* **ABOUT THIS TASK**
Return each line of the data below that contains the string "ซอยแก".
■ ■ ■ ■ ■
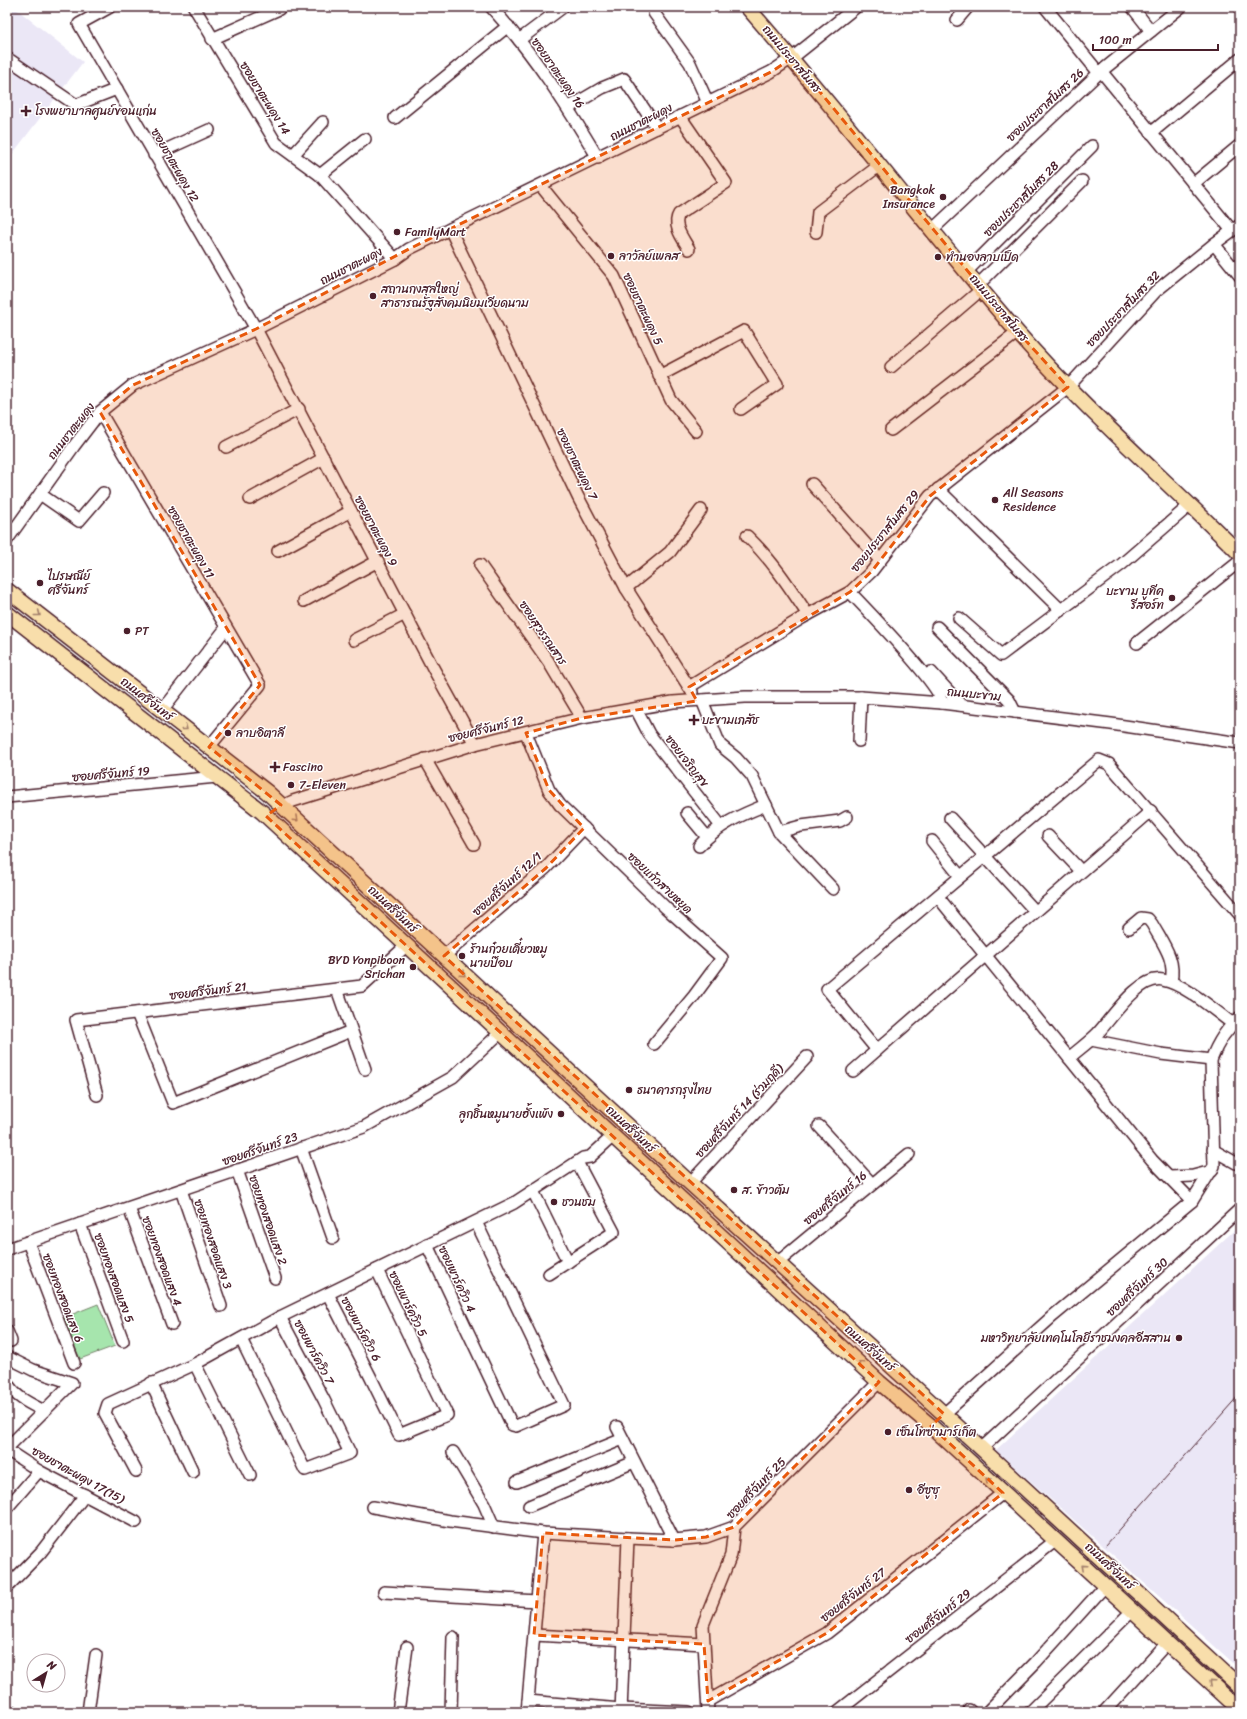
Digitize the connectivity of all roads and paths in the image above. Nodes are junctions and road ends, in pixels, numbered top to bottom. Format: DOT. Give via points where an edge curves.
graph roads {
  1 [pos="110,7"];
  2 [pos="194,7"];
  3 [pos="491,7"];
  4 [pos="563,7"];
  5 [pos="747,7"];
  6 [pos="856,7"];
  7 [pos="968,7"];
  8 [pos="1045,7"];
  9 [pos="1132,7"];
  10 [pos="1181,7"];
  11 [pos="279,9"];
  12 [pos="654,13"];
  13 [pos="957,20"];
  14 [pos="508,26"];
  15 [pos="1151,31"];
  16 [pos="212,39"];
  17 [pos="519,40"];
  18 [pos="7,58"];
  19 [pos="792,58"];
  20 [pos="1240,59"];
  21 [pos="1100,72"];
  22 [pos="116,89"];
  23 [pos="708,103"];
  24 [pos="568,108"];
  25 [pos="680,116"];
  26 [pos="395,118"];
  27 [pos="323,122"];
  28 [pos="657,128"];
  29 [pos="209,130"];
  30 [pos="1151,133"];
  31 [pos="364,139"];
  32 [pos="1240,145"];
  33 [pos="1092,146"];
  34 [pos="154,155"];
  35 [pos="293,155"];
  36 [pos="598,158"];
  37 [pos="880,165"];
  38 [pos="320,175"];
  39 [pos="1082,181"];
  40 [pos="1193,184"];
  41 [pos="540,186"];
  42 [pos="1240,225"];
  43 [pos="1229,227"];
  44 [pos="450,229"];
  45 [pos="933,229"];
  46 [pos="816,232"];
  47 [pos="1214,244"];
  48 [pos="689,249"];
  49 [pos="395,258"];
  50 [pos="967,271"];
  51 [pos="1240,276"];
  52 [pos="980,287"];
  53 [pos="256,329"];
  54 [pos="1018,332"];
  55 [pos="890,368"];
  56 [pos="659,376"];
  57 [pos="1068,387"];
  58 [pos="298,409"];
  59 [pos="741,409"];
  60 [pos="100,412"];
  61 [pos="891,430"];
  62 [pos="696,431"];
  63 [pos="226,447"];
  64 [pos="324,458"];
  65 [pos="812,484"];
  66 [pos="938,489"];
  67 [pos="103,493"];
  68 [pos="40,494"];
  69 [pos="250,499"];
  70 [pos="1190,505"];
  71 [pos="701,510"];
  72 [pos="351,511"];
  73 [pos="747,536"];
  74 [pos="7,540"];
  75 [pos="278,551"];
  76 [pos="1240,554"];
  77 [pos="879,560"];
  78 [pos="1240,561"];
  79 [pos="378,562"];
  80 [pos="480,565"];
  81 [pos="626,588"];
  82 [pos="7,590"];
  83 [pos="850,592"];
  84 [pos="304,601"];
  85 [pos="1061,610"];
  86 [pos="7,613"];
  87 [pos="405,614"];
  88 [pos="808,615"];
  89 [pos="959,618"];
  90 [pos="937,627"];
  91 [pos="226,628"];
  92 [pos="354,640"];
  93 [pos="1137,643"];
  94 [pos="919,660"];
  95 [pos="689,686"];
  96 [pos="860,698"];
  97 [pos="700,700"];
  98 [pos="942,703"];
  99 [pos="961,705"];
  100 [pos="636,709"];
  101 [pos="162,710"];
  102 [pos="1016,712"];
  103 [pos="582,718"];
  104 [pos="526,733"];
  105 [pos="859,741"];
  106 [pos="1240,743"];
  107 [pos="475,744"];
  108 [pos="209,747"];
  109 [pos="426,759"];
  110 [pos="217,777"];
  111 [pos="8,793"];
  112 [pos="766,804"];
  113 [pos="282,806"];
  114 [pos="1151,811"];
  115 [pos="687,813"];
  116 [pos="266,816"];
  117 [pos="847,817"];
  118 [pos="950,818"];
  119 [pos="721,826"];
  120 [pos="584,828"];
  121 [pos="779,832"];
  122 [pos="1048,836"];
  123 [pos="707,837"];
  124 [pos="932,841"];
  125 [pos="474,844"];
  126 [pos="699,846"];
  127 [pos="985,856"];
  128 [pos="1081,871"];
  129 [pos="960,876"];
  130 [pos="833,889"];
  131 [pos="938,897"];
  132 [pos="1035,912"];
  133 [pos="1240,915"];
  134 [pos="1128,928"];
  135 [pos="407,945"];
  136 [pos="985,955"];
  137 [pos="444,956"];
  138 [pos="1171,982"];
  139 [pos="337,988"];
  140 [pos="137,1013"];
  141 [pos="1236,1020"];
  142 [pos="352,1031"];
  143 [pos="500,1033"];
  144 [pos="1091,1040"];
  145 [pos="654,1044"];
  146 [pos="877,1050"];
  147 [pos="807,1057"];
  148 [pos="1069,1058"];
  149 [pos="1211,1060"];
  150 [pos="365,1069"];
  151 [pos="852,1071"];
  152 [pos="97,1096"];
  153 [pos="819,1126"];
  154 [pos="611,1134"];
  155 [pos="301,1148"];
  156 [pos="1213,1150"];
  157 [pos="909,1154"];
  158 [pos="580,1160"];
  159 [pos="1240,1164"];
  160 [pos="238,1170"];
  161 [pos="1212,1170"];
  162 [pos="1170,1178"];
  163 [pos="690,1183"];
  164 [pos="872,1184"];
  165 [pos="181,1190"];
  166 [pos="533,1190"];
  167 [pos="1192,1201"];
  168 [pos="128,1208"];
  169 [pos="1240,1209"];
  170 [pos="476,1222"];
  171 [pos="80,1224"];
  172 [pos="333,1238"];
  173 [pos="28,1242"];
  174 [pos="427,1245"];
  175 [pos="7,1249"];
  176 [pos="568,1262"];
  177 [pos="777,1263"];
  178 [pos="377,1270"];
  179 [pos="549,1274"];
  180 [pos="275,1278"];
  181 [pos="328,1294"];
  182 [pos="221,1306"];
  183 [pos="280,1317"];
  184 [pos="172,1324"];
  185 [pos="241,1339"];
  186 [pos="123,1341"];
  187 [pos="7,1357"];
  188 [pos="74,1363"];
  189 [pos="194,1364"];
  190 [pos="370,1376"];
  191 [pos="879,1382"];
  192 [pos="151,1383"];
  193 [pos="9,1386"];
  194 [pos="44,1411"];
  195 [pos="944,1414"];
  196 [pos="931,1426"];
  197 [pos="617,1427"];
  198 [pos="623,1439"];
  199 [pos="7,1449"];
  200 [pos="982,1449"];
  201 [pos="453,1452"];
  202 [pos="634,1462"];
  203 [pos="39,1471"];
  204 [pos="136,1471"];
  205 [pos="193,1472"];
  206 [pos="250,1475"];
  207 [pos="518,1482"];
  208 [pos="1003,1493"];
  209 [pos="85,1495"];
  210 [pos="529,1506"];
  211 [pos="373,1507"];
  212 [pos="7,1508"];
  213 [pos="136,1522"];
  214 [pos="494,1527"];
  215 [pos="734,1527"];
  216 [pos="543,1533"];
  217 [pos="628,1538"];
  218 [pos="674,1540"];
  219 [pos="1055,1541"];
  220 [pos="7,1587"];
  221 [pos="1107,1588"];
  222 [pos="384,1592"];
  223 [pos="537,1601"];
  224 [pos="1132,1611"];
  225 [pos="534,1635"];
  226 [pos="453,1637"];
  227 [pos="624,1641"];
  228 [pos="1167,1643"];
  229 [pos="704,1644"];
  230 [pos="407,1647"];
  231 [pos="96,1655"];
  232 [pos="1240,1687"];
  233 [pos="528,1707"];
  234 [pos="708,1707"];
  235 [pos="1240,1710"];
  236 [pos="7,1711"];
  237 [pos="621,1711"];
  238 [pos="13,1712"];
  239 [pos="88,1712"];
  240 [pos="398,1712"];
  241 [pos="451,1712"];
  242 [pos="689,1712"];
  243 [pos="837,1712"];
  244 [pos="987,1712"];
  245 [pos="995,1712"];
  246 [pos="1030,1712"];
  247 [pos="1104,1712"];
  1 -- 22 [label="street, ซอยชาตะผดุง 12" via="79,24"];
  2 -- 16 [label="street, ซอยชาตะผดุง 14"];
  3 -- 14 [label="street, ซอยชาตะผดุง 16"];
  4 -- 17 [label="street"];
  5 -- 19 [label="main road, ถนนประชาสโมสร"];
  6 -- 19 [label="street, ถนนชาตะผดุง"];
  7 -- 13 [label="street"];
  8 -- 21 [label="street"];
  9 -- 15 [label="street"];
  10 -- 15 [label="street, ซอยประชาสโมสร 26"];
  11 -- 16 [label="street"];
  12 -- 23 [label="street" via="690,63"];
  14 -- 17 [label="street, ซอยชาตะผดุง 16"];
  14 -- 26 [label="street"];
  15 -- 21 [label="street, ซอยประชาสโมสร 26"];
  16 -- 35 [label="street, ซอยชาตะผดุง 14" via="276,143"];
  17 -- 24 [label="street, ซอยชาตะผดุง 16"];
  18 -- 22 [label="street" via="76,105"];
  19 -- 23 [label="street, ถนนชาตะผดุง" via="771,72"];
  19 -- 37 [label="main road, ถนนประชาสโมสร"];
  20 -- 30 [label="street"];
  21 -- 30 [label="street"];
  21 -- 45 [label="street, ซอยประชาสโมสร 26"];
  22 -- 34 [label="street, ซอยชาตะผดุง 12"];
  23 -- 25 [label="street, ถนนชาตะผดุง"];
  24 -- 28 [label="street" via="602,88 624,79"];
  24 -- 36 [label="street, ซอยชาตะผดุง 16"];
  25 -- 28 [label="street, ถนนชาตะผดุง"];
  25 -- 48 [label="street" via="726,183 676,218 677,227"];
  27 -- 35 [label="street"];
  28 -- 36 [label="street, ถนนชาตะผดุง"];
  29 -- 34 [label="street"];
  30 -- 40 [label="street"];
  31 -- 38 [label="street"];
  32 -- 40 [label="street"];
  33 -- 50 [label="street, ซอยประชาสโมสร 28"];
  34 -- 53 [label="street, ซอยชาตะผดุง 12"];
  35 -- 38 [label="street, ซอยชาตะผดุง 14"];
  36 -- 41 [label="street, ถนนชาตะผดุง"];
  37 -- 45 [label="main road, ถนนประชาสโมสร"];
  37 -- 46 [label="street" via="818,212"];
  38 -- 49 [label="street, ซอยชาตะผดุง 14"];
  39 -- 52 [label="street"];
  40 -- 43 [label="street"];
  41 -- 44 [label="street, ถนนชาตะผดุง"];
  41 -- 56 [label="street, ซอยชาตะผดุง 5" via="614,276"];
  42 -- 47 [label="street, ซอยประชาสโมสร 32"];
  44 -- 49 [label="street, ถนนชาตะผดุง"];
  44 -- 81 [label="street, ซอยชาตะผดุง 7" via="578,497"];
  45 -- 50 [label="main road, ถนนประชาสโมสร"];
  47 -- 51 [label="street"];
  47 -- 57 [label="street, ซอยประชาสโมสร 32" via="1156,291"];
  49 -- 53 [label="street, ถนนชาตะผดุง"];
  50 -- 52 [label="main road, ถนนประชาสโมสร"];
  52 -- 54 [label="main road, ถนนประชาสโมสร"];
  52 -- 55 [label="street"];
  53 -- 58 [label="street, ซอยชาตะผดุง 9"];
  53 -- 60 [label="street, ถนนชาตะผดุง" via="133,385"];
  54 -- 57 [label="main road, ถนนประชาสโมสร"];
  54 -- 61 [label="street"];
  56 -- 59 [label="street" via="744,331 776,384"];
  56 -- 62 [label="street, ซอยชาตะผดุง 5" via="670,400"];
  57 -- 66 [label="street, ซอยประชาสโมสร 29"];
  57 -- 70 [label="main road, ถนนประชาสโมสร"];
  58 -- 63 [label="street"];
  58 -- 64 [label="street, ซอยชาตะผดุง 9"];
  60 -- 68 [label="street, ถนนชาตะผดุง"];
  60 -- 91 [label="street, ซอยชาตะผดุง 11"];
  64 -- 69 [label="street"];
  64 -- 72 [label="street, ซอยชาตะผดุง 9"];
  65 -- 77 [label="street"];
  66 -- 77 [label="street, ซอยประชาสโมสร 29"];
  66 -- 85 [label="street"];
  67 -- 68 [label="street" via="79,521"];
  68 -- 74 [label="street, ถนนชาตะผดุง"];
  70 -- 76 [label="main road, ถนนประชาสโมสร"];
  70 -- 85 [label="street" via="1122,564"];
  71 -- 81 [label="street" via="670,552"];
  72 -- 75 [label="street"];
  72 -- 79 [label="street, ซอยชาตะผดุง 9"];
  73 -- 88 [label="street" via="782,574"];
  77 -- 83 [label="street, ซอยประชาสโมสร 29"];
  78 -- 93 [label="street"];
  79 -- 84 [label="street"];
  79 -- 87 [label="street, ซอยชาตะผดุง 9"];
  80 -- 103 [label="street, ซอยสุวรรณสาร" via="548,661"];
  81 -- 95 [label="street, ซอยชาตะผดุง 7"];
  82 -- 101 [label="main road, ถนนศรีจันทร์, one-way"];
  83 -- 88 [label="street, ซอยประชาสโมสร 29"];
  83 -- 98 [label="street" via="929,680"];
  85 -- 89 [label="street" via="1001,655"];
  86 -- 110 [label="main road, ถนนศรีจันทร์"];
  87 -- 92 [label="street"];
  87 -- 107 [label="street, ซอยชาตะผดุง 9"];
  88 -- 95 [label="street, ซอยประชาสโมสร 29"];
  90 -- 102 [label="street" via="1009,700"];
  91 -- 101 [label="street"];
  91 -- 108 [label="street, ซอยชาตะผดุง 11" via="260,685"];
  94 -- 99 [label="street"];
  95 -- 97 [label="street, ซอยชาตะผดุง 7"];
  96 -- 97 [label="street, ถนนบะขาม"];
  96 -- 98 [label="street, ถนนบะขาม"];
  96 -- 105 [label="street"];
  97 -- 100 [label="street, ซอยศรีจันทร์ 12"];
  97 -- 112 [label="street, ซอยชาตะผดุง 7" via="720,745 752,776"];
  98 -- 99 [label="street, ถนนบะขาม"];
  99 -- 102 [label="street, ถนนบะขาม"];
  100 -- 103 [label="street, ซอยศรีจันทร์ 12"];
  100 -- 119 [label="street, ซอยเจริญสุข" via="649,734"];
  101 -- 108 [label="main road, ถนนศรีจันทร์, one-way"];
  102 -- 106 [label="street, ถนนบะขาม"];
  103 -- 104 [label="street, ซอยศรีจันทร์ 12"];
  104 -- 107 [label="street, ซอยศรีจันทร์ 12"];
  104 -- 120 [label="street, ซอยแก้วสายหยุด" via="549,790 560,805"];
  107 -- 109 [label="street, ซอยศรีจันทร์ 12"];
  108 -- 113 [label="main road, ถนนศรีจันทร์"];
  109 -- 113 [label="street, ซอยศรีจันทร์ 12"];
  109 -- 125 [label="street"];
  110 -- 111 [label="street, ซอยศรีจันทร์ 19"];
  110 -- 116 [label="main road, ถนนศรีจันทร์"];
  112 -- 119 [label="street"];
  112 -- 121 [label="street, ซอยชาตะผดุง 7"];
  113 -- 116 [label="main road"];
  113 -- 137 [label="main road, ถนนศรีจันทร์, one-way"];
  114 -- 127 [label="street" via="1109,764 1099,760"];
  114 -- 128 [label="street"];
  114 -- 133 [label="street"];
  115 -- 123 [label="street"];
  116 -- 135 [label="main road, ถนนศรีจันทร์"];
  117 -- 121 [label="street" via="840,821 801,826"];
  118 -- 127 [label="street"];
  119 -- 123 [label="street"];
  120 -- 137 [label="street, ซอยศรีจันทร์ 12/1" via="546,868"];
  120 -- 145 [label="street, ซอยแก้วสายหยุด" via="666,908 722,958"];
  121 -- 130 [label="street, ซอยชาตะผดุง 7"];
  122 -- 128 [label="street"];
  123 -- 126 [label="street"];
  124 -- 129 [label="street"];
  127 -- 129 [label="street"];
  127 -- 132 [label="street"];
  128 -- 132 [label="street"];
  129 -- 131 [label="street"];
  131 -- 136 [label="street"];
  131 -- 146 [label="street" via="827,989"];
  132 -- 136 [label="street"];
  134 -- 138 [label="street" via="1141,918 1148,919 1152,924 1172,960"];
  135 -- 139 [label="street, ซอยศรีจันทร์ 21" via="362,986"];
  135 -- 143 [label="main road, ถนนศรีจันทร์"];
  136 -- 146 [label="street"];
  136 -- 148 [label="street"];
  137 -- 163 [label="main road, ถนนศรีจันทร์, one-way"];
  138 -- 141 [label="street"];
  138 -- 144 [label="street" via="1155,980 1140,987"];
  139 -- 140 [label="street, ซอยศรีจันทร์ 21"];
  139 -- 142 [label="street"];
  140 -- 142 [label="street" via="172,1103"];
  140 -- 152 [label="street, ซอยศรีจันทร์ 21" via="76,1020"];
  141 -- 149 [label="street" via="1216,1046"];
  142 -- 150 [label="street"];
  143 -- 154 [label="main road, ถนนศรีจันทร์"];
  143 -- 155 [label="street, ซอยศรีจันทร์ 23" via="453,1077 364,1127"];
  144 -- 148 [label="street"];
  144 -- 149 [label="street" via="1161,1054"];
  146 -- 151 [label="street"];
  147 -- 163 [label="street, ซอยศรีจันทร์ 14 (ร่วมฤดี)"];
  148 -- 162 [label="street" via="1152,1160"];
  149 -- 156 [label="street"];
  153 -- 164 [label="street"];
  154 -- 158 [label="street" via="590,1156"];
  191 -- 154 [label="main road, ถนนศรีจันทร์, one-way"];
  155 -- 160 [label="street, ซอยศรีจันทร์ 23"];
  155 -- 172 [label="street"];
  156 -- 159 [label="street"];
  156 -- 161 [label="street"];
  157 -- 164 [label="street, ซอยศรีจันทร์ 16"];
  158 -- 166 [label="street"];
  158 -- 176 [label="street" via="614,1232"];
  160 -- 165 [label="street, ซอยศรีจันทร์ 23"];
  160 -- 180 [label="street, ซอยทองสอดแสง 2"];
  161 -- 162 [label="street" via="1193,1176"];
  161 -- 167 [label="street"];
  162 -- 167 [label="street"];
  163 -- 177 [label="main road, ถนนศรีจันทร์"];
  164 -- 177 [label="street, ซอยศรีจันทร์ 16"];
  165 -- 168 [label="street, ซอยศรีจันทร์ 23"];
  165 -- 182 [label="street, ซอยทองสอดแสง 3"];
  166 -- 170 [label="street" via="514,1203"];
  166 -- 176 [label="street"];
  167 -- 195 [label="street" via="1053,1316"];
  168 -- 171 [label="street, ซอยศรีจันทร์ 23"];
  168 -- 184 [label="street, ซอยทองสอดแสง 4"];
  169 -- 200 [label="street, ซอยศรีจันทร์ 30"];
  170 -- 174 [label="street"];
  170 -- 174 [label="street, ซอยพาร์ควิว 4" via="564,1405 516,1426 512,1425"];
  171 -- 173 [label="street, ซอยศรีจันทร์ 23"];
  171 -- 186 [label="street, ซอยทองสอดแสง 5"];
  173 -- 175 [label="street, ซอยศรีจันทร์ 23"];
  173 -- 188 [label="street, ซอยทองสอดแสง 6"];
  174 -- 178 [label="street"];
  176 -- 179 [label="street"];
  177 -- 195 [label="main road, ถนนศรีจันทร์"];
  178 -- 181 [label="street"];
  178 -- 190 [label="street, ซอยพาร์ควิว 5" via="447,1415 399,1435"];
  181 -- 183 [label="street"];
  181 -- 190 [label="street, ซอยพาร์ควิว 6"];
  183 -- 185 [label="street"];
  183 -- 185 [label="street, ซอยพาร์ควิว 7" via="350,1453 305,1470"];
  185 -- 189 [label="street"];
  187 -- 194 [label="street" via="33,1370 72,1383"];
  189 -- 192 [label="street"];
  189 -- 206 [label="street"];
  191 -- 196 [label="main road, ถนนศรีจันทร์"];
  191 -- 215 [label="street, ซอยศรีจันทร์ 25"];
  192 -- 204 [label="street" via="108,1404 105,1413"];
  192 -- 205 [label="street"];
  193 -- 194 [label="street" via="22,1399"];
  194 -- 199 [label="street"];
  195 -- 196 [label="main road"];
  195 -- 200 [label="main road, ถนนศรีจันทร์"];
  208 -- 196 [label="main road, ถนนศรีจันทร์, one-way"];
  197 -- 198 [label="street"];
  198 -- 202 [label="street"];
  198 -- 207 [label="street"];
  199 -- 203 [label="street, ซอยชาตะผดุง 17(15)"];
  200 -- 232 [label="main road, ถนนศรีจันทร์"];
  201 -- 214 [label="street" via="484,1504"];
  202 -- 210 [label="street"];
  202 -- 218 [label="street"];
  203 -- 209 [label="street, ซอยชาตะผดุง 17(15)"];
  203 -- 212 [label="street"];
  208 -- 219 [label="main road, ถนนศรีจันทร์"];
  208 -- 234 [label="street, ซอยศรีจันทร์ 27" via="827,1633"];
  209 -- 213 [label="street, ซอยชาตะผดุง 17(15)"];
  209 -- 220 [label="street" via="41,1552"];
  211 -- 214 [label="street"];
  214 -- 216 [label="street"];
  215 -- 218 [label="street" via="706,1538"];
  215 -- 229 [label="street, ซอยศรีจันทร์ 25" via="731,1555 703,1625"];
  216 -- 217 [label="street"];
  216 -- 223 [label="street"];
  217 -- 218 [label="street"];
  217 -- 227 [label="street"];
  221 -- 219 [label="main road, ถนนศรีจันทร์, one-way"];
  219 -- 243 [label="street, ซอยศรีจันทร์ 29"];
  221 -- 224 [label="main road, ถนนศรีจันทร์"];
  221 -- 244 [label="street"];
  221 -- 245 [label="street" via="1040,1666"];
  222 -- 223 [label="street"];
  223 -- 225 [label="street"];
  224 -- 228 [label="main road, ถนนศรีจันทร์"];
  224 -- 246 [label="street"];
  225 -- 227 [label="street"];
  225 -- 233 [label="street"];
  226 -- 241 [label="street"];
  227 -- 229 [label="street"];
  227 -- 237 [label="street"];
  235 -- 228 [label="main road, ถนนศรีจันทร์, one-way"];
  228 -- 247 [label="street"];
  229 -- 234 [label="street, ซอยศรีจันทร์ 25"];
  230 -- 240 [label="street"];
  231 -- 239 [label="street"];
  233 -- 237 [label="street"];
  236 -- 238 [label="street"];
  237 -- 242 [label="street"];
}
■ ■ ■ ■ ■
* **WRITTEN RESPONSE**
  104 -- 120 [label="street, ซอยแก้วสายหยุด" via="549,790 560,805"];
  120 -- 145 [label="street, ซอยแก้วสายหยุด" via="666,908 722,958"];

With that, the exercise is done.